The crust came out crunchy from the oven, but after cooling then spending the night wrapped in clean cloth, it softened to a firm chew without being tough.
The crumb/texture is close and firm. But I was going for more if a sandwich bread, so it works. I don’t know if it would go well with soup because of the density and moisture content, but I expect it will toast well. I think three risings helped with that.
As for taste, I’m pleased with it. Not overly sweet (just less than 10%) or oily (3%, not counting coatings during rising and greasing the pan lightly). Whole wheat flour was roughly 1/4 of the flour blend and the flavor really comes through. But not in an overpowering, offensive way.
A few tweaks to ingredients and playing with proofing box and oven times/temperatures; and I think I’ll have a keeper.

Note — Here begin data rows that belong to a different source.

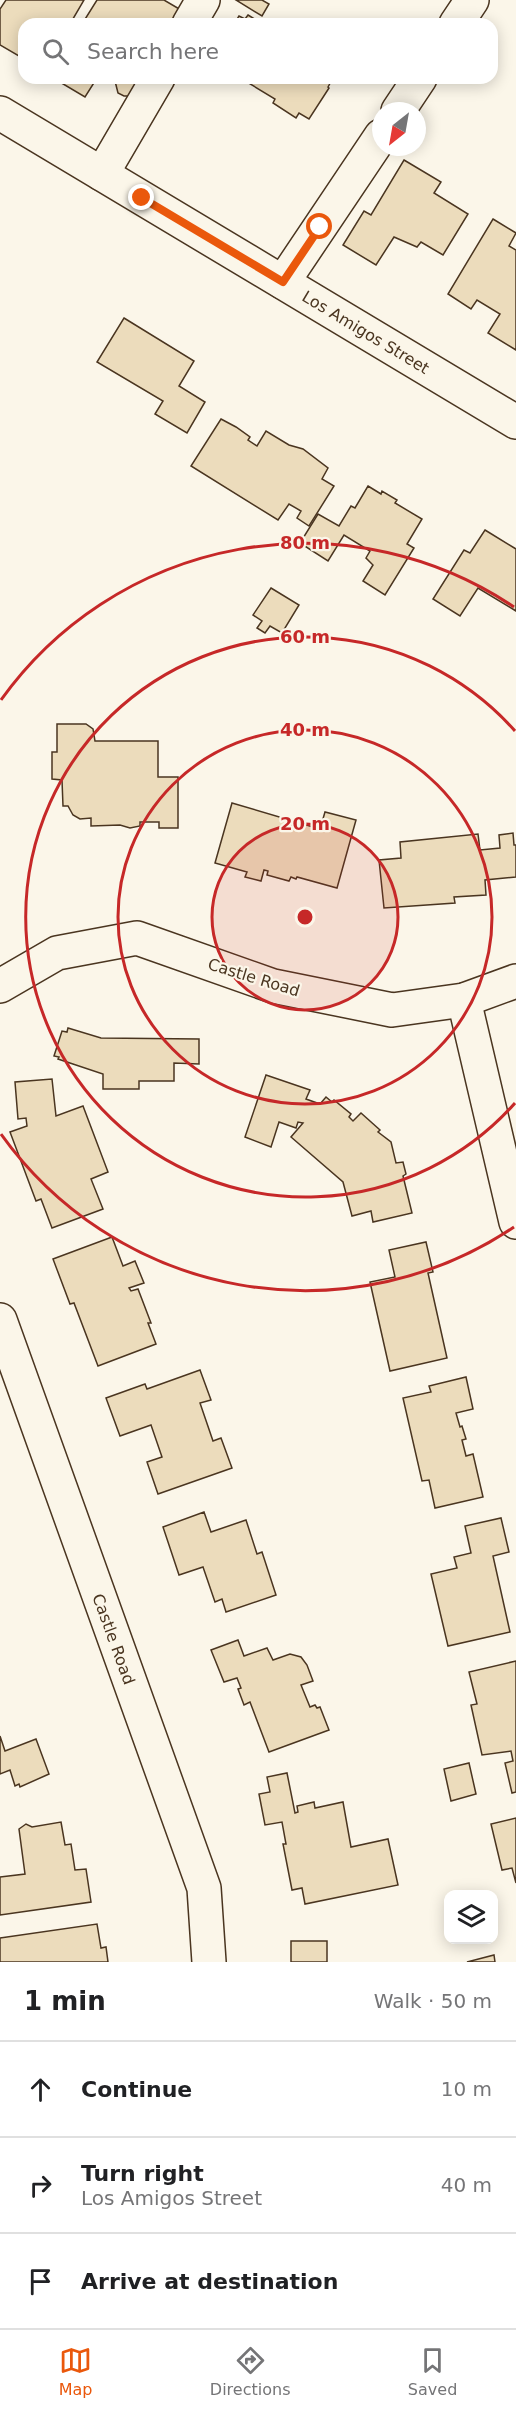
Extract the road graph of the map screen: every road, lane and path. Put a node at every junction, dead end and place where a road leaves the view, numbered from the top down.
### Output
1 (203, 0) edge
2 (472, 0) edge
3 (192, 18) edge
4 (460, 18) edge
5 (154, 84) edge
6 (416, 84) edge
7 (404, 102) edge
8 (1, 116) edge
9 (372, 149) edge
10 (102, 174) junction
11 (283, 282) junction
12 (516, 423) edge
13 (516, 981) edge
14 (0, 986) edge
15 (464, 1000) junction
16 (516, 1222) edge
17 (0, 1320) edge
18 (209, 1962) edge

1 - 3 street
2 - 4 street
5 - 10 street
6 - 7 street
8 - 10 street, Los Amigos Street
9 - 11 street
10 - 11 street, Los Amigos Street
11 - 12 street, Los Amigos Street
13 - 15 street, Castle Road
14 - 15 street, Castle Road
15 - 16 street
17 - 18 street, Castle Road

I love it when the bread makes crackling sounds when baked!Thank you. I’m not sure what I’d do if my food sang to me as it came out of the oven. Freak out comes to mind. But yes, it crackled at me a little.
The crust was better than what I usually get with my “normal” bread. I believe that’s the cloche effect of covering the pan. I put it on a rack to cool and threw a towel over it to keep off dust and cat hair. The towel absorbed some of the steam, which in turn softened the crust a little. I’ll find out how much when I cut tomorrow.